Standard 9 of the Architects Code goes to the heart of all professional regulation, that is, in maintaining the reputation of the profession. In the decision of Bolton v Law Society [1994] 1 WLR 512, Sir Thomas Bingham summarised the basis for this Standard when he stated, “A profession’s most valuable asset is its collective reputation and the confidence which that inspires … the reputation of the profession is more important than the fortunes of any individual member”.

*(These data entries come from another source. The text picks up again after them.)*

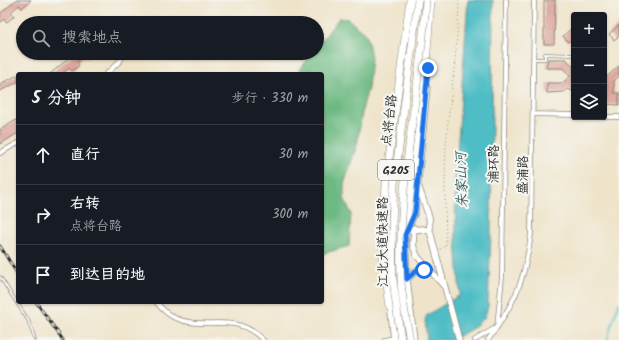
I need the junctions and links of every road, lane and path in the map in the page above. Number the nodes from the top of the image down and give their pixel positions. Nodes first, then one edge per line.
1 (412, 0) edge
2 (418, 0) edge
3 (426, 0) edge
4 (432, 0) edge
5 (459, 0) edge
6 (506, 0) edge
7 (534, 0) edge
8 (571, 55) edge
9 (121, 60) dead end
10 (533, 60) junction
11 (108, 72) edge
12 (533, 114) junction
13 (571, 115) edge
14 (607, 117) edge
15 (619, 117) edge
16 (16, 144) edge
17 (0, 153) edge
18 (419, 187) junction
19 (414, 228) junction
20 (430, 231) junction
21 (405, 235) junction
22 (436, 252) junction
23 (432, 272) junction
24 (0, 277) edge
25 (407, 279) junction
26 (446, 287) junction
27 (16, 302) edge
28 (18, 304) edge
29 (158, 304) edge
30 (390, 306) junction
31 (497, 327) junction
32 (413, 338) edge
33 (396, 339) edge
34 (35, 340) edge
35 (263, 340) edge
36 (384, 340) edge
37 (459, 340) edge
38 (475, 340) edge
39 (488, 340) edge

1 - 30 main road, 点将台路
1 - 30 highway
2 - 33 highway, 江北大道快速路 / G205, bridge
3 - 32 highway, 江北大道快速路 / G205, bridge
4 - 18 main road
4 - 21 highway
5 - 22 path
6 - 31 street, 浦环路
7 - 10 street, 盛浦路
8 - 10 lane
9 - 11 street
10 - 12 street, 盛浦路
12 - 13 street
12 - 31 street, 盛浦路
14 - 15 street
16 - 17 street
18 - 20 main road
18 - 21 main road
19 - 20 main road
19 - 21 main road
19 - 23 main road
20 - 22 main road
21 - 25 main road
22 - 26 main road
23 - 25 main road
23 - 26 main road
24 - 27 lane
25 - 32 main road
26 - 37 main road
28 - 34 lane
29 - 35 street
30 - 33 main road, 点将台路
31 - 38 street
31 - 39 street, 盛浦路
32 - 33 street
33 - 36 street

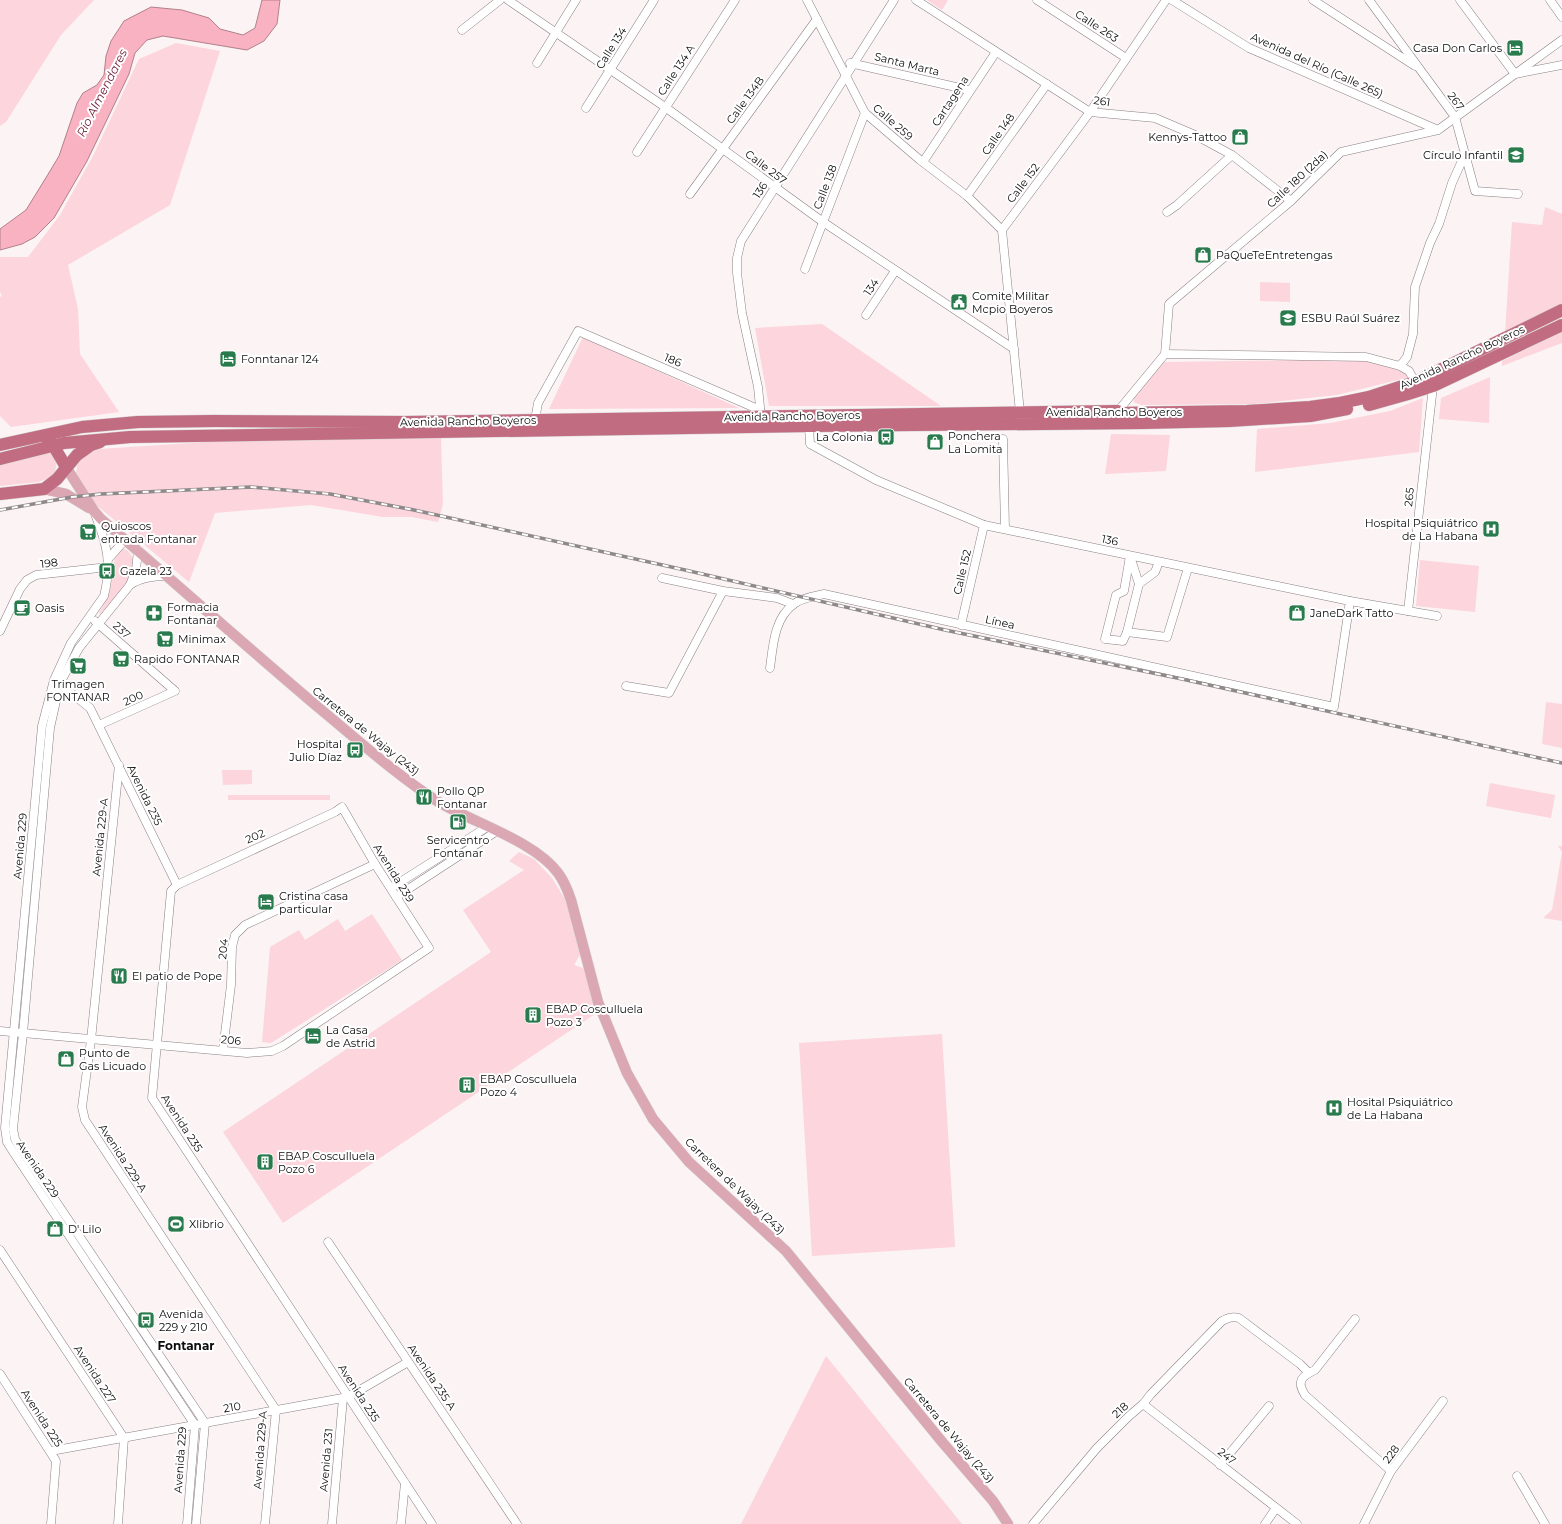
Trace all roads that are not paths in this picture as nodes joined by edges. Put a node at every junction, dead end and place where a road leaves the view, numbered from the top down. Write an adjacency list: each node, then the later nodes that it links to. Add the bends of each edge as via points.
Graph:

Standard 9 is one of the broader provisions of the Code and covers a range of obligations, including an expectation of candour if you think you or a peer may have fallen short of professional expectations. You should notify us of conduct such as:  

  • conviction of a criminal offence
  • being the subject of a court order which prohibits acting as a company director
  • being the subject of a Bankruptcy Order, Debt Relief Order or Bankruptcy Restriction Order
  • giving a director disqualification undertaking or Bankruptcy Restriction undertaking
  • being director of a company which is wound up or placed in administration or a CVA
  • making an accommodation with creditors
  • failing to pay a judgment debt

While we will not need to take action in every case, this requirement ensures we are able to maintain the public’s trust in the profession by taking and demonstrating appropriate action (where necessary). Each situation is carefully considered on its own merits and further action is only likely if the behaviour falls significantly short of what the public would expect from a respected professional.

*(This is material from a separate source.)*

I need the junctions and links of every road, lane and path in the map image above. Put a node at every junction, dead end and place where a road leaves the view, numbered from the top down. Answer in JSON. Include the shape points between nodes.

Furthermore, Standard 9 includes duties such as ensuring professional finances are managed responsibly and avoiding agreements which would prevent a party from reporting concerns to us.

Being part of a regulated profession also means ensuring you do not behave in a way which could bring yourself or the profession into disrepute. This includes the way you conduct yourself both within and outside of your professional practice, such as in your communications with others and use of social media. We have seen recent Professional Conduct Committee cases dealing with exactly these issues. In response we have issued guidance on using social media responsibly.

We hope you found this advice useful. We are here to support you through regulation and the Professional Standards team is on hand to provide further advice and guidance on professional obligations under the Code. Contact us if you have any concerns or queries and we will be happy to help.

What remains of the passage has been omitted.